Dataset entries:
□ □ □

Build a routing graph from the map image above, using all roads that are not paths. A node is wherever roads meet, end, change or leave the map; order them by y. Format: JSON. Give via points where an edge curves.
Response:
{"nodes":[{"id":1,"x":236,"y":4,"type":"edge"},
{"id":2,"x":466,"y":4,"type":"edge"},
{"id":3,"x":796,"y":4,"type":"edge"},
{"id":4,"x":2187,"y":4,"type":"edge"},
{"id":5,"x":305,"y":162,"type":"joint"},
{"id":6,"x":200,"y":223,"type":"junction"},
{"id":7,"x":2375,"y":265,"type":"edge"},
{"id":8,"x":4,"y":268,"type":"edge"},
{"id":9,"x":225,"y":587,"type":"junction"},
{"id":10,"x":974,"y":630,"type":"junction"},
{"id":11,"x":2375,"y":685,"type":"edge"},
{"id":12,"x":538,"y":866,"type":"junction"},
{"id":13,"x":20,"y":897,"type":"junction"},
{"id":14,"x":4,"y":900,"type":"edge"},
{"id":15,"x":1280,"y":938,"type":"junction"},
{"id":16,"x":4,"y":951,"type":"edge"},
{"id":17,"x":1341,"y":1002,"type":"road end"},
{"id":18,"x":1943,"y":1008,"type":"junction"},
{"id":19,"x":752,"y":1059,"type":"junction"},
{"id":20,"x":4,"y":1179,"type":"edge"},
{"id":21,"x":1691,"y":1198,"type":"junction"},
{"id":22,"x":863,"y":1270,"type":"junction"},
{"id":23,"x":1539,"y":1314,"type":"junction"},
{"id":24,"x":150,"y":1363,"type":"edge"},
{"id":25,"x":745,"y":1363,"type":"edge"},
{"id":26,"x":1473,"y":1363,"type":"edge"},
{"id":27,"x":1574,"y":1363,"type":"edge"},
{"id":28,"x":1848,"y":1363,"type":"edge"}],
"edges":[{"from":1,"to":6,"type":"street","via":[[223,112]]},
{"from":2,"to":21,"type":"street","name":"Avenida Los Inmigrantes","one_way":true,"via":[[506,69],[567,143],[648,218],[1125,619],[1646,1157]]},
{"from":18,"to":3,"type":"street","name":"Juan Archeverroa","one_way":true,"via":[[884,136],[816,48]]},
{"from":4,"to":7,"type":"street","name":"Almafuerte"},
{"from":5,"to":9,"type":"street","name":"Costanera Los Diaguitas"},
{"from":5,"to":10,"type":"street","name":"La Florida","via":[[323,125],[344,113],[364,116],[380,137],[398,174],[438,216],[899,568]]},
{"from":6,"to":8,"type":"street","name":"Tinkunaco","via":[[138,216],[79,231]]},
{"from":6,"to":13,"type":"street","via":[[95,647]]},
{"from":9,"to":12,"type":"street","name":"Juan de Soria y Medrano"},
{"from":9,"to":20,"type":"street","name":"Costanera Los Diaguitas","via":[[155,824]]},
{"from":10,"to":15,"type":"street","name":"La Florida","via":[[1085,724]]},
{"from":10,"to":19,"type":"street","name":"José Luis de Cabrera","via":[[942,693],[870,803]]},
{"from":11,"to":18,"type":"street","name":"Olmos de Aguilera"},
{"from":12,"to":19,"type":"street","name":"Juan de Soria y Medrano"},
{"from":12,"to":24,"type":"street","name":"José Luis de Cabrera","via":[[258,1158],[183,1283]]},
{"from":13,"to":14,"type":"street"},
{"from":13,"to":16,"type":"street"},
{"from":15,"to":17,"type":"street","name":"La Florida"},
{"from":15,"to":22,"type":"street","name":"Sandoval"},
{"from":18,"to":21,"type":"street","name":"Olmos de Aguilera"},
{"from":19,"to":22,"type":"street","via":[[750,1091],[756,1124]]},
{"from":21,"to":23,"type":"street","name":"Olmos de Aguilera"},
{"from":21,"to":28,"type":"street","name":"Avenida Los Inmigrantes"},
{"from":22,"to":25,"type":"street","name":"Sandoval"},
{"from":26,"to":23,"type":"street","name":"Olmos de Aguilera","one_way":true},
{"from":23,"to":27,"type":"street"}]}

□ □ □

◆ **Your assignment**: Return every line above exactly.

◆ **Exercise result**:
Build a routing graph from the map image above, using all roads that are not paths. A node is wherever roads meet, end, change or leave the map; order them by y. Format: JSON. Give via points where an edge curves.
Response:
{"nodes":[{"id":1,"x":236,"y":4,"type":"edge"},
{"id":2,"x":466,"y":4,"type":"edge"},
{"id":3,"x":796,"y":4,"type":"edge"},
{"id":4,"x":2187,"y":4,"type":"edge"},
{"id":5,"x":305,"y":162,"type":"joint"},
{"id":6,"x":200,"y":223,"type":"junction"},
{"id":7,"x":2375,"y":265,"type":"edge"},
{"id":8,"x":4,"y":268,"type":"edge"},
{"id":9,"x":225,"y":587,"type":"junction"},
{"id":10,"x":974,"y":630,"type":"junction"},
{"id":11,"x":2375,"y":685,"type":"edge"},
{"id":12,"x":538,"y":866,"type":"junction"},
{"id":13,"x":20,"y":897,"type":"junction"},
{"id":14,"x":4,"y":900,"type":"edge"},
{"id":15,"x":1280,"y":938,"type":"junction"},
{"id":16,"x":4,"y":951,"type":"edge"},
{"id":17,"x":1341,"y":1002,"type":"road end"},
{"id":18,"x":1943,"y":1008,"type":"junction"},
{"id":19,"x":752,"y":1059,"type":"junction"},
{"id":20,"x":4,"y":1179,"type":"edge"},
{"id":21,"x":1691,"y":1198,"type":"junction"},
{"id":22,"x":863,"y":1270,"type":"junction"},
{"id":23,"x":1539,"y":1314,"type":"junction"},
{"id":24,"x":150,"y":1363,"type":"edge"},
{"id":25,"x":745,"y":1363,"type":"edge"},
{"id":26,"x":1473,"y":1363,"type":"edge"},
{"id":27,"x":1574,"y":1363,"type":"edge"},
{"id":28,"x":1848,"y":1363,"type":"edge"}],
"edges":[{"from":1,"to":6,"type":"street","via":[[223,112]]},
{"from":2,"to":21,"type":"street","name":"Avenida Los Inmigrantes","one_way":true,"via":[[506,69],[567,143],[648,218],[1125,619],[1646,1157]]},
{"from":18,"to":3,"type":"street","name":"Juan Archeverroa","one_way":true,"via":[[884,136],[816,48]]},
{"from":4,"to":7,"type":"street","name":"Almafuerte"},
{"from":5,"to":9,"type":"street","name":"Costanera Los Diaguitas"},
{"from":5,"to":10,"type":"street","name":"La Florida","via":[[323,125],[344,113],[364,116],[380,137],[398,174],[438,216],[899,568]]},
{"from":6,"to":8,"type":"street","name":"Tinkunaco","via":[[138,216],[79,231]]},
{"from":6,"to":13,"type":"street","via":[[95,647]]},
{"from":9,"to":12,"type":"street","name":"Juan de Soria y Medrano"},
{"from":9,"to":20,"type":"street","name":"Costanera Los Diaguitas","via":[[155,824]]},
{"from":10,"to":15,"type":"street","name":"La Florida","via":[[1085,724]]},
{"from":10,"to":19,"type":"street","name":"José Luis de Cabrera","via":[[942,693],[870,803]]},
{"from":11,"to":18,"type":"street","name":"Olmos de Aguilera"},
{"from":12,"to":19,"type":"street","name":"Juan de Soria y Medrano"},
{"from":12,"to":24,"type":"street","name":"José Luis de Cabrera","via":[[258,1158],[183,1283]]},
{"from":13,"to":14,"type":"street"},
{"from":13,"to":16,"type":"street"},
{"from":15,"to":17,"type":"street","name":"La Florida"},
{"from":15,"to":22,"type":"street","name":"Sandoval"},
{"from":18,"to":21,"type":"street","name":"Olmos de Aguilera"},
{"from":19,"to":22,"type":"street","via":[[750,1091],[756,1124]]},
{"from":21,"to":23,"type":"street","name":"Olmos de Aguilera"},
{"from":21,"to":28,"type":"street","name":"Avenida Los Inmigrantes"},
{"from":22,"to":25,"type":"street","name":"Sandoval"},
{"from":26,"to":23,"type":"street","name":"Olmos de Aguilera","one_way":true},
{"from":23,"to":27,"type":"street"}]}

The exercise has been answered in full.